# [EXERCISE REQUIREMENTS]
Using the records below, filter out every line that lacks "graph" and copy the rest.

# [INFORMATION]
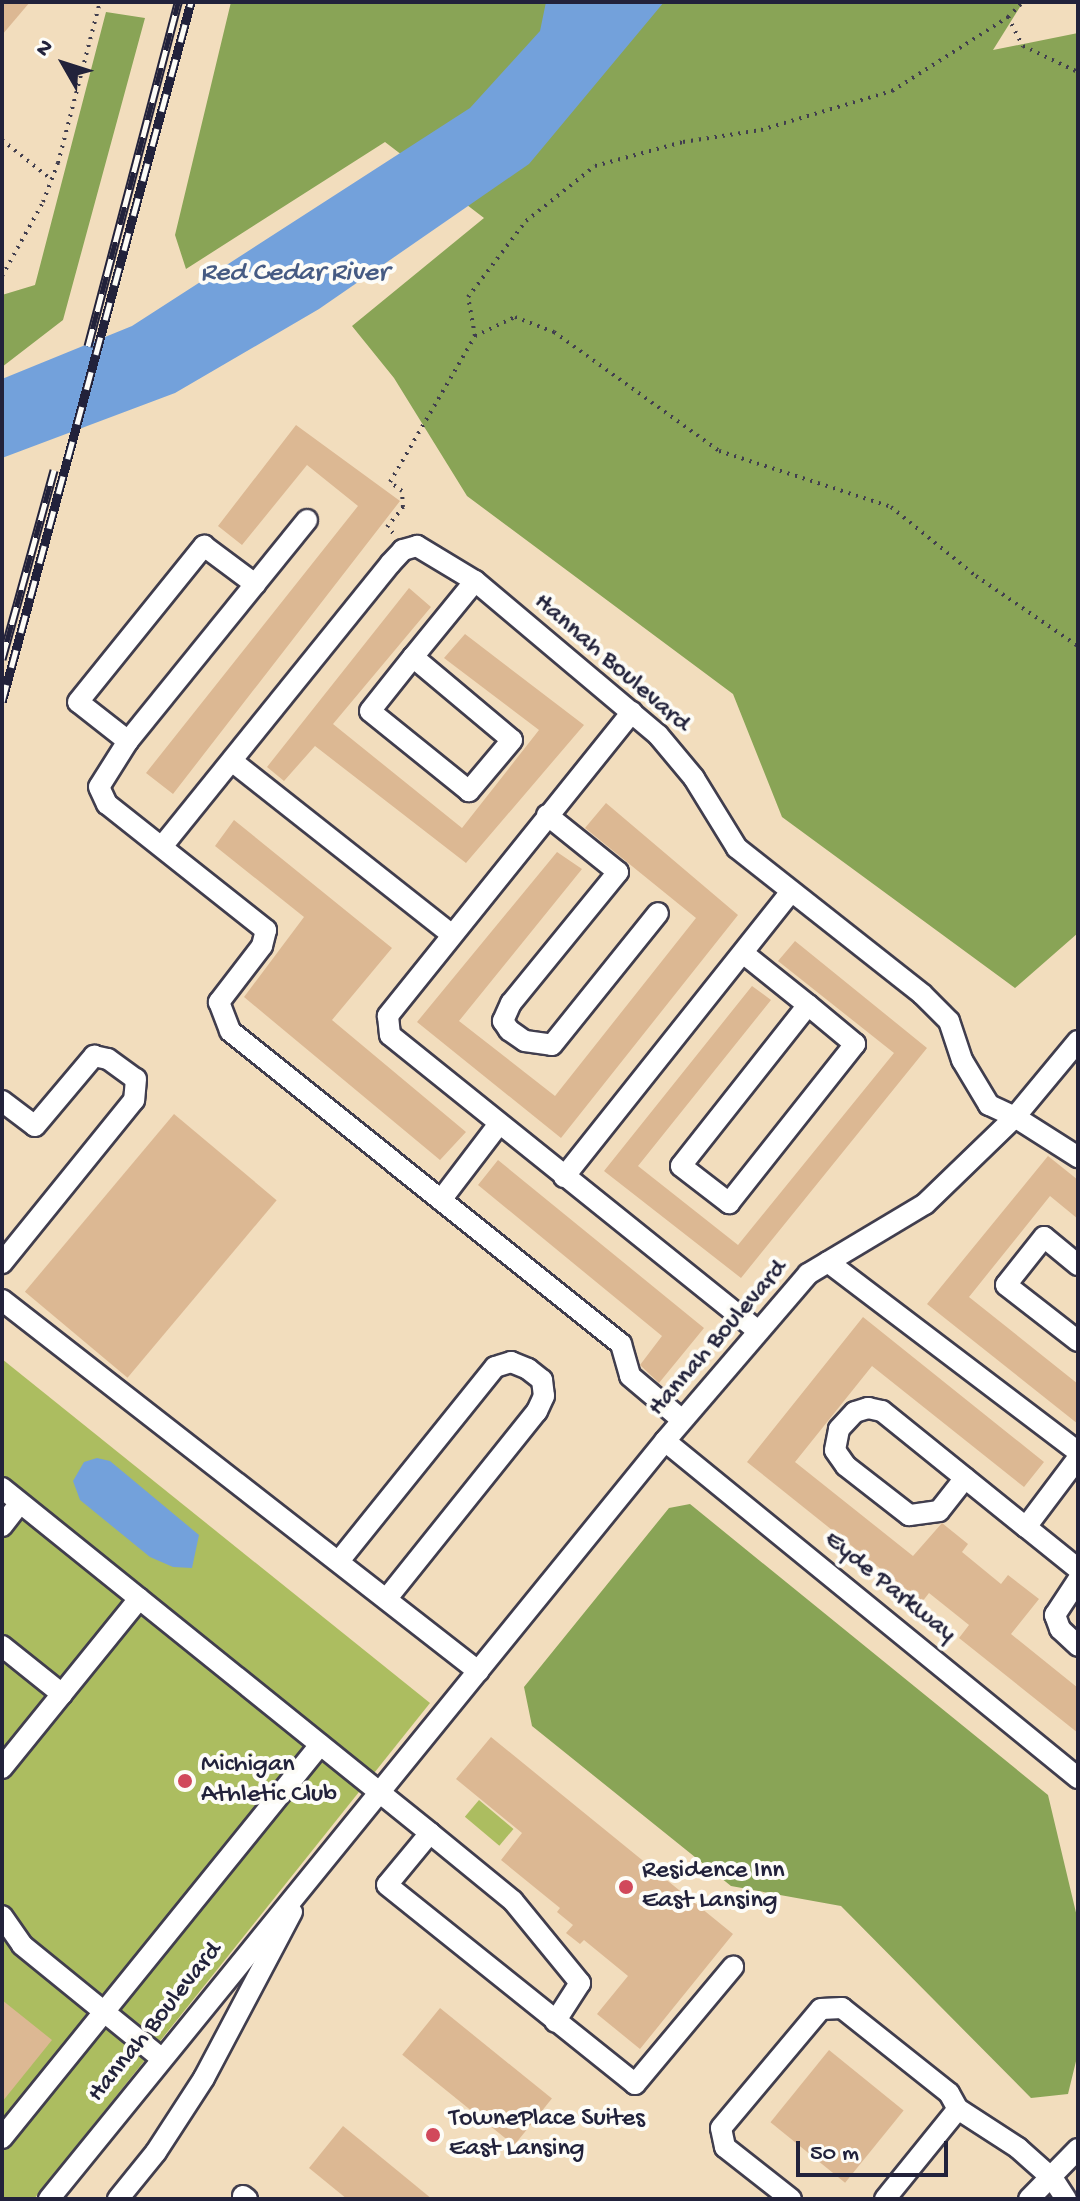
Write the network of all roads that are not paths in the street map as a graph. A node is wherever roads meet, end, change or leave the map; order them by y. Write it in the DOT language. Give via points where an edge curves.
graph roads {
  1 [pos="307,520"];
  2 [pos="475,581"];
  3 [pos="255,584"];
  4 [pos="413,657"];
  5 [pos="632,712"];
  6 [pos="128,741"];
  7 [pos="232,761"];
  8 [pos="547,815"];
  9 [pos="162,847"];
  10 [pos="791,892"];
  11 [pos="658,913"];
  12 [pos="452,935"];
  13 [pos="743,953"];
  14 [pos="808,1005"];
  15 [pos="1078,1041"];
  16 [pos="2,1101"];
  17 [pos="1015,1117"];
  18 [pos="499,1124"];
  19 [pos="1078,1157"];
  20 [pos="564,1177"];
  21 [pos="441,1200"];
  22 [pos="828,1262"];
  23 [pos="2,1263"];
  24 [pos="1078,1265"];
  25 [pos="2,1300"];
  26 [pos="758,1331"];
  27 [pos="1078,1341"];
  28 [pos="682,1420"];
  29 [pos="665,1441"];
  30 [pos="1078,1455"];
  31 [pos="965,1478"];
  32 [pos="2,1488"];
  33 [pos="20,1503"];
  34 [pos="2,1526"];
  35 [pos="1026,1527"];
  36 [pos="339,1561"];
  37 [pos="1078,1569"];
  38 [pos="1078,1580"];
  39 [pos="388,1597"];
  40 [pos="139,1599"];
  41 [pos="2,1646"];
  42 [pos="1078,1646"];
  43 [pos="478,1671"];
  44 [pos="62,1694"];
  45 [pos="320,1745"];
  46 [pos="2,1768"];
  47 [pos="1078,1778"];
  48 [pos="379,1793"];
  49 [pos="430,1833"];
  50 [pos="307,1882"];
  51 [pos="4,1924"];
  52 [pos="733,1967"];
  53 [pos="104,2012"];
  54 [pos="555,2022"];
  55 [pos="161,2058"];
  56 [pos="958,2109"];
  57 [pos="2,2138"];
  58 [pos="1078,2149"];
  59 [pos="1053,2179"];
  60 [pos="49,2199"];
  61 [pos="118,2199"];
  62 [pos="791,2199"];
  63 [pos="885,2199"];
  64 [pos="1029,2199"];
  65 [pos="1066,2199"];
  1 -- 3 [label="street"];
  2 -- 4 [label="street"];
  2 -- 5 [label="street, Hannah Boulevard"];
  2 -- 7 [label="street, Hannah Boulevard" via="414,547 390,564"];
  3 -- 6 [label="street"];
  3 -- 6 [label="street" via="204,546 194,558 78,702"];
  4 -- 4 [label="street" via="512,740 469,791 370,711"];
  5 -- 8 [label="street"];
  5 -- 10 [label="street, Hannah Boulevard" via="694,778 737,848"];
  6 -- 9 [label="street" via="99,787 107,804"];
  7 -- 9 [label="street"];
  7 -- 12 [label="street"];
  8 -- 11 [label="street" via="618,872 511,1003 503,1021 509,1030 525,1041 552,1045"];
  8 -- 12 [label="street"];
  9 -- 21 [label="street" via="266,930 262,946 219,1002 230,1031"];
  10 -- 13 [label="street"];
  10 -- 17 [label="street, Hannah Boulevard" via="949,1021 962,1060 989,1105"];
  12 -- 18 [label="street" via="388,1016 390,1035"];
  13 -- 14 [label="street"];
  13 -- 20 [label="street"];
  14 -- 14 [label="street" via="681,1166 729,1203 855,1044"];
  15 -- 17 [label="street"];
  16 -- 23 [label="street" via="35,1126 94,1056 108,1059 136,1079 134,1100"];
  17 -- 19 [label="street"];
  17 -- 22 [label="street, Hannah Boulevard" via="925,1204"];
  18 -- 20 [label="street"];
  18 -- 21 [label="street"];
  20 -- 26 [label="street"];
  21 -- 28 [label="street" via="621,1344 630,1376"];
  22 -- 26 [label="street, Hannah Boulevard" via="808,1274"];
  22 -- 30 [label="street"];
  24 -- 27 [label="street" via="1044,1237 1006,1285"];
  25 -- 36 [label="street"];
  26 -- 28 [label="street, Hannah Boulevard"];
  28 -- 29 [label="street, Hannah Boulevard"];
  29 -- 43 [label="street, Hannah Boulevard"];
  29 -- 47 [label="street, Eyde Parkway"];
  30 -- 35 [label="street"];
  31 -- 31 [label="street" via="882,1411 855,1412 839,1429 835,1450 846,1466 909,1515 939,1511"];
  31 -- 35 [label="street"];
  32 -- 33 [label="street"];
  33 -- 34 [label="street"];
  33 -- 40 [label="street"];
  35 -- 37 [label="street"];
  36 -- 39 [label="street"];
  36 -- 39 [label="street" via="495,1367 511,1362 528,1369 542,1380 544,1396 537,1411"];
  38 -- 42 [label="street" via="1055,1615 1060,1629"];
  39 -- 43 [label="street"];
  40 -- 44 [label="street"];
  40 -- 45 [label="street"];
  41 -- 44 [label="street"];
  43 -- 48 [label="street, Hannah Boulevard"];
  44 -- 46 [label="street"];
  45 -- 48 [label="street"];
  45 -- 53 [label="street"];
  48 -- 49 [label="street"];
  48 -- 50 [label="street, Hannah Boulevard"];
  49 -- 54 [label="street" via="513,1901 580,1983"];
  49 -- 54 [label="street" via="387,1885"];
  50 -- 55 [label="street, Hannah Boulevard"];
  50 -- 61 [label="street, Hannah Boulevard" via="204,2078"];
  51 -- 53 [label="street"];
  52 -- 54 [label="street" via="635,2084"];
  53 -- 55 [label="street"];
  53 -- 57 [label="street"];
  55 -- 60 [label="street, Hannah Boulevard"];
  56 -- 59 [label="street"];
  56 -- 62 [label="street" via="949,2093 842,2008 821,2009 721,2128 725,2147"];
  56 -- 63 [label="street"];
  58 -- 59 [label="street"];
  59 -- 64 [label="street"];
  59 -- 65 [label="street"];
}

# [RESPONSE FOR THIS EXERCISE]
Write the network of all roads that are not paths in the street map as a graph. A node is wherever roads meet, end, change or leave the map; order them by y. Write it in the DOT language. Give via points where an edge curves.
graph roads {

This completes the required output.